In David Foster Wallace’s fiction, long-standing philosophical debates – does language describe the world accurately? can I explain myself to others? what are the values and dangers of self-consciousness? how can I lead a meaningful life? – play a central role. In fact the need to explore these debates as representing urgent problems of contemporary human existence is what motivated Wallace’s ‘occupational switch’ from philosophy to literature.
This volume presents new essays by prominent and promising Wallace scholars that show that Wallace’s work originates in-between philosophy and literature.

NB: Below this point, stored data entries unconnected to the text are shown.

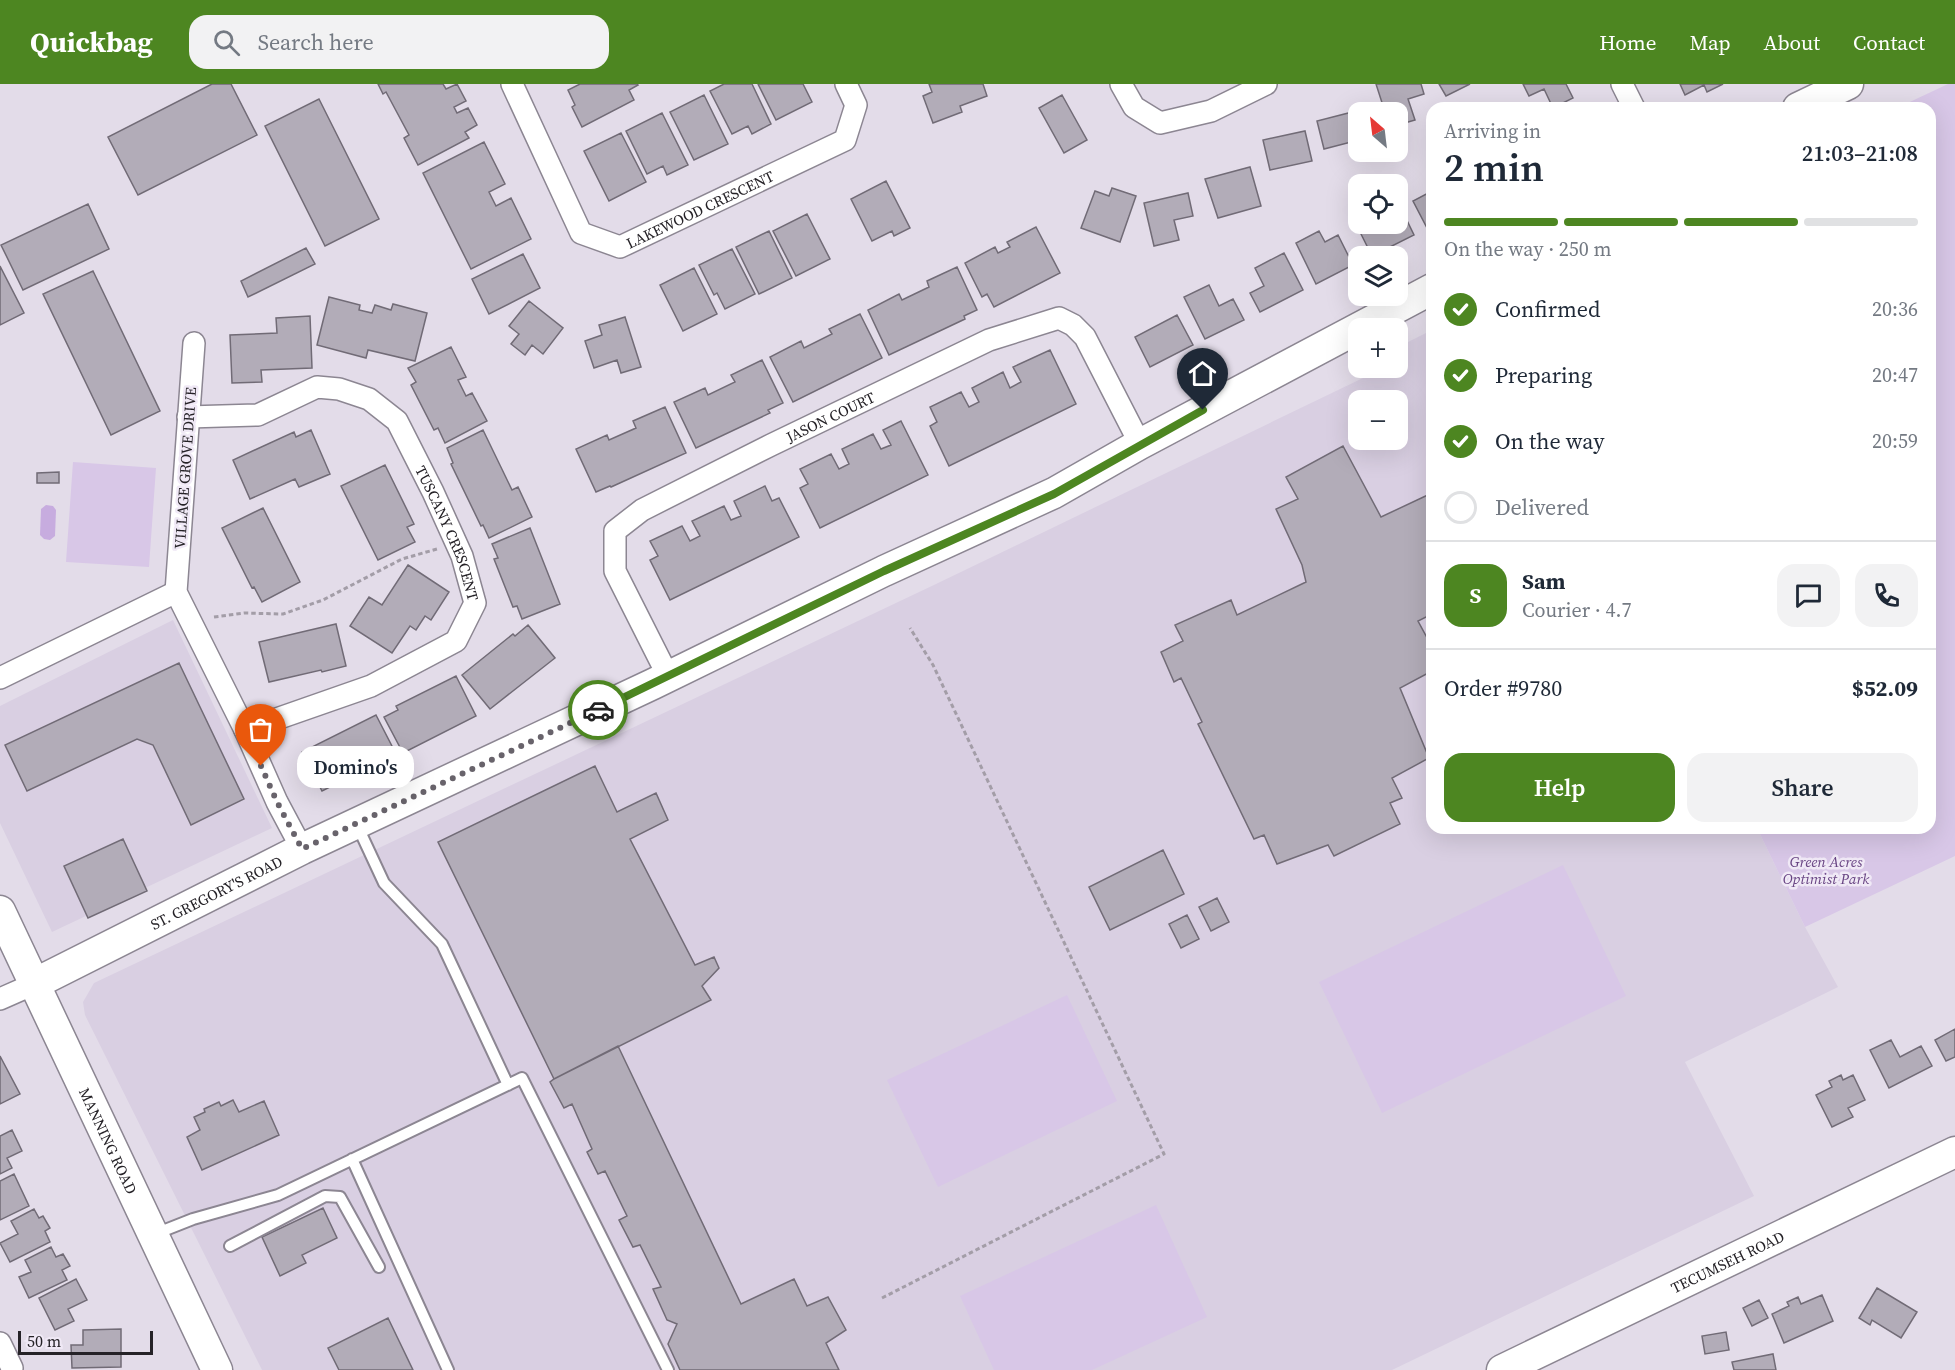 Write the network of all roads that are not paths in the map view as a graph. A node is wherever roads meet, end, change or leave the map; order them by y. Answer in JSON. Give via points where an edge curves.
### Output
{"nodes":[{"id":1,"x":512,"y":84,"type":"edge"},
{"id":2,"x":846,"y":84,"type":"edge"},
{"id":3,"x":1121,"y":84,"type":"edge"},
{"id":4,"x":1266,"y":84,"type":"edge"},
{"id":5,"x":1622,"y":84,"type":"edge"},
{"id":6,"x":1848,"y":84,"type":"edge"},
{"id":7,"x":1631,"y":102,"type":"edge"},
{"id":8,"x":1810,"y":102,"type":"edge"},
{"id":9,"x":1426,"y":292,"type":"edge"},
{"id":10,"x":194,"y":343,"type":"dead end"},
{"id":11,"x":188,"y":417,"type":"junction"},
{"id":12,"x":1140,"y":444,"type":"junction"},
{"id":13,"x":176,"y":592,"type":"junction"},
{"id":14,"x":668,"y":676,"type":"junction"},
{"id":15,"x":0,"y":678,"type":"edge"},
{"id":16,"x":245,"y":730,"type":"junction"},
{"id":17,"x":356,"y":824,"type":"junction"},
{"id":18,"x":302,"y":849,"type":"junction"},
{"id":19,"x":0,"y":911,"type":"edge"},
{"id":20,"x":34,"y":984,"type":"junction"},
{"id":21,"x":0,"y":999,"type":"edge"},
{"id":22,"x":508,"y":1085,"type":"junction"},
{"id":23,"x":1955,"y":1152,"type":"edge"},
{"id":24,"x":352,"y":1159,"type":"junction"},
{"id":25,"x":153,"y":1235,"type":"junction"},
{"id":26,"x":230,"y":1246,"type":"dead end"},
{"id":27,"x":379,"y":1267,"type":"dead end"},
{"id":28,"x":0,"y":1343,"type":"edge"},
{"id":29,"x":12,"y":1368,"type":"dead end"},
{"id":30,"x":217,"y":1370,"type":"edge"},
{"id":31,"x":448,"y":1370,"type":"edge"},
{"id":32,"x":668,"y":1370,"type":"edge"},
{"id":33,"x":1502,"y":1370,"type":"edge"}],
"edges":[{"from":1,"to":2,"type":"street","name":"LAKEWOOD CRESCENT","via":[[581,233],[620,247],[845,140],[856,105]]},
{"from":3,"to":4,"type":"street","via":[[1134,107],[1160,123],[1211,111]]},
{"from":5,"to":7,"type":"street"},
{"from":6,"to":8,"type":"street"},
{"from":9,"to":12,"type":"street","name":"ST. GREGORY'S ROAD"},
{"from":10,"to":11,"type":"street","name":"VILLAGE GROVE DRIVE"},
{"from":11,"to":13,"type":"street","name":"VILLAGE GROVE DRIVE"},
{"from":11,"to":16,"type":"street","name":"TUSCANY CRESCENT","via":[[258,415],[317,387],[369,399],[397,422],[462,556],[475,603],[456,641],[371,686]]},
{"from":12,"to":14,"type":"street","name":"ST. GREGORY'S ROAD","via":[[1054,494]]},
{"from":12,"to":14,"type":"street","name":"JASON COURT","via":[[1085,337],[1059,318],[989,340],[781,440],[642,510],[615,531],[615,571]]},
{"from":13,"to":15,"type":"street"},
{"from":13,"to":16,"type":"street"},
{"from":14,"to":17,"type":"street","name":"ST. GREGORY'S ROAD"},
{"from":16,"to":18,"type":"street"},
{"from":17,"to":18,"type":"street","name":"ST. GREGORY'S ROAD"},
{"from":17,"to":22,"type":"lane","via":[[384,883],[442,944]]},
{"from":18,"to":20,"type":"street","name":"ST. GREGORY'S ROAD"},
{"from":19,"to":20,"type":"street","name":"MANNING ROAD"},
{"from":20,"to":21,"type":"street","name":"ST. GREGORY'S ROAD"},
{"from":20,"to":25,"type":"street","name":"MANNING ROAD"},
{"from":22,"to":24,"type":"lane"},
{"from":22,"to":32,"type":"lane","via":[[522,1078]]},
{"from":23,"to":33,"type":"street","name":"TECUMSEH ROAD"},
{"from":24,"to":25,"type":"lane","via":[[278,1195],[193,1219]]},
{"from":24,"to":31,"type":"lane"},
{"from":25,"to":30,"type":"street","name":"MANNING ROAD"},
{"from":26,"to":27,"type":"lane","via":[[325,1196],[340,1197]]},
{"from":28,"to":29,"type":"street"}]} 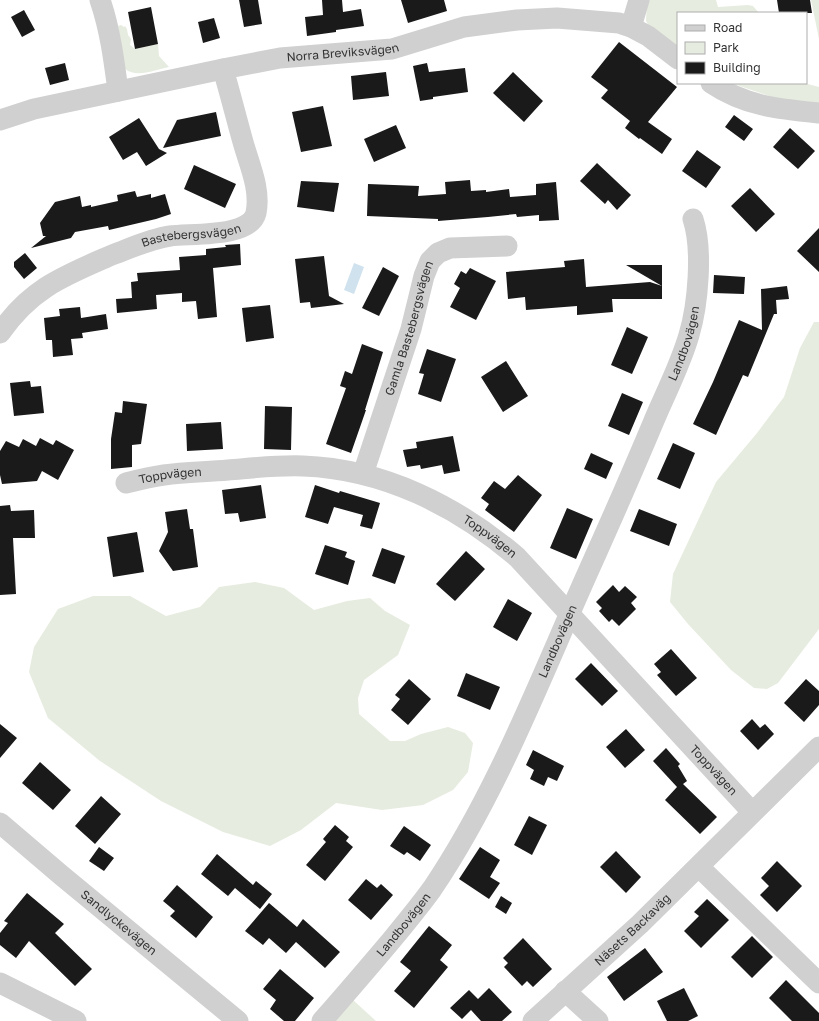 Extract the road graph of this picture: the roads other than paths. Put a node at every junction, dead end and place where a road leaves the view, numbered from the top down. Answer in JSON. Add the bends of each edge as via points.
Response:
{"nodes":[{"id":1,"x":100,"y":0,"type":"edge"},
{"id":2,"x":639,"y":0,"type":"edge"},
{"id":3,"x":631,"y":27,"type":"junction"},
{"id":4,"x":677,"y":57,"type":"edge"},
{"id":5,"x":223,"y":68,"type":"junction"},
{"id":6,"x":713,"y":84,"type":"edge"},
{"id":7,"x":118,"y":91,"type":"junction"},
{"id":8,"x":819,"y":113,"type":"edge"},
{"id":9,"x":0,"y":120,"type":"edge"},
{"id":10,"x":692,"y":219,"type":"dead end"},
{"id":11,"x":508,"y":246,"type":"dead end"},
{"id":12,"x":0,"y":333,"type":"edge"},
{"id":13,"x":363,"y":474,"type":"junction"},
{"id":14,"x":126,"y":483,"type":"dead end"},
{"id":15,"x":569,"y":614,"type":"junction"},
{"id":16,"x":819,"y":747,"type":"edge"},
{"id":17,"x":752,"y":812,"type":"junction"},
{"id":18,"x":0,"y":823,"type":"edge"},
{"id":19,"x":699,"y":866,"type":"junction"},
{"id":20,"x":0,"y":983,"type":"edge"},
{"id":21,"x":819,"y":983,"type":"edge"},
{"id":22,"x":565,"y":992,"type":"junction"},
{"id":23,"x":76,"y":1021,"type":"edge"},
{"id":24,"x":238,"y":1021,"type":"edge"},
{"id":25,"x":322,"y":1021,"type":"edge"},
{"id":26,"x":533,"y":1021,"type":"edge"},
{"id":27,"x":598,"y":1021,"type":"edge"}],
"edges":[{"from":1,"to":7,"type":"street","via":[[111,41]]},
{"from":2,"to":3,"type":"street"},
{"from":3,"to":4,"type":"street","name":"Norra Breviksvägen"},
{"from":3,"to":5,"type":"street","name":"Norra Breviksvägen","via":[[599,20],[517,20],[464,27],[392,49],[280,58]]},
{"from":5,"to":7,"type":"street","name":"Norra Breviksvägen"},
{"from":5,"to":12,"type":"street","name":"Bastebergsvägen","via":[[254,179],[257,197],[253,219],[241,227],[224,232],[155,239],[74,271],[30,298]]},
{"from":6,"to":8,"type":"street","via":[[760,105]]},
{"from":7,"to":9,"type":"street","name":"Norra Breviksvägen","via":[[34,109]]},
{"from":10,"to":15,"type":"street","name":"Landbovägen","via":[[696,230],[698,267],[689,333],[665,395]]},
{"from":11,"to":13,"type":"street","name":"Gamla Bastebergsvägen","via":[[450,248],[438,253],[430,261],[411,329]]},
{"from":13,"to":14,"type":"street","name":"Toppvägen","via":[[310,466],[280,466],[164,475]]},
{"from":13,"to":15,"type":"street","name":"Toppvägen","via":[[390,482],[421,496],[478,526],[517,557]]},
{"from":15,"to":17,"type":"street","name":"Toppvägen"},
{"from":15,"to":25,"type":"street","name":"Landbovägen","via":[[504,761],[456,849],[416,911]]},
{"from":16,"to":17,"type":"street","name":"Näsets Backaväg"},
{"from":17,"to":19,"type":"street","name":"Näsets Backaväg"},
{"from":18,"to":24,"type":"street","name":"Sandlyckevägen"},
{"from":19,"to":21,"type":"street"},
{"from":19,"to":22,"type":"street","name":"Näsets Backaväg"},
{"from":20,"to":23,"type":"street"},
{"from":22,"to":26,"type":"street","name":"Näsets Backaväg"},
{"from":22,"to":27,"type":"street"}]}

Its philosophical dimension is not a mere supplement or decoration, a finishing touch to perfect his literary writing; nor is it the other way around: a pre-established truth the literary serves to illustrate. Rather in Wallace the two discursive modes are always already intertwined in a never-ending process of cross-fertilization. This approach constitutes an investigative perspective that allows for a variety of theories and methods to shed light on the constitutive in-betweenness of Wallace’s oeuvre – instead of imposing a preconceived methodology or a theoretical context that univocally homogenizes each single reading. The essays included offer a plurality of interpretations of Wallace’s engagement with philosophy and literature.
Organized in three parts – ‘General perspectives’, ‘Consciousness, self, and others’, and ‘Embodiment, gender, and sexuality’ – this volume breaks new ground: it shows that Wallace’s texts, characters, story-worlds, linguistic and formal choices, plots and concepts are all to be read ‘between’ philosophy and literature, and thus provides a highly valuable contribution to the field of Wallace studies.
This collection aims to show that David Foster Wallace’s work originates from and functions in the space between philosophy and literature. Indeed, the philosophical dimension of his work is not a mere supplement or decoration, a finishing touch to perfect his literary writing. Nor is it the other way around: a pre-established truth which Wallace sees the literary merely serving to illustrate. Rather Wallace intertwines the two discursive modes in a never-ending process of reciprocal cross-fertilization. In this introductory chapter we first briefly address Wallace’s relation to and career switch between philosophy and literature, in order to argue that, for Wallace, philosophy and literature are co-originating ways of confronting reality: philosophical works, styles, and concepts trigger literary experiences, while literary works, styles, and genres trigger philosophical questioning. Both appear within and amplify each other from the start. Then we outline three aspects in which philosophy and literature both differ and overlap – but never fully dissolving into one another – namely: (1) as activities or practices; (2) with regards to their instruments, i.e. their forms of language and communication; and (3) with regards to their purposes, or the experiences and possible understandings they generate. The work of David Foster Wallace is exemplary of this fruitful cross-pollination. Finally, we outline the chapters in this collection that, organized in three parts – ‘General perspectives’ (Wallace’s aesthetics, interest in performativity, formal choices, sociology, and ethics), ‘Consciousness, self, and others’, and ‘Embodiment, gender, and sexuality’ – represent a multifaceted engagement with the philosophical-literary in-betweenness of Wallace’s oeuvre.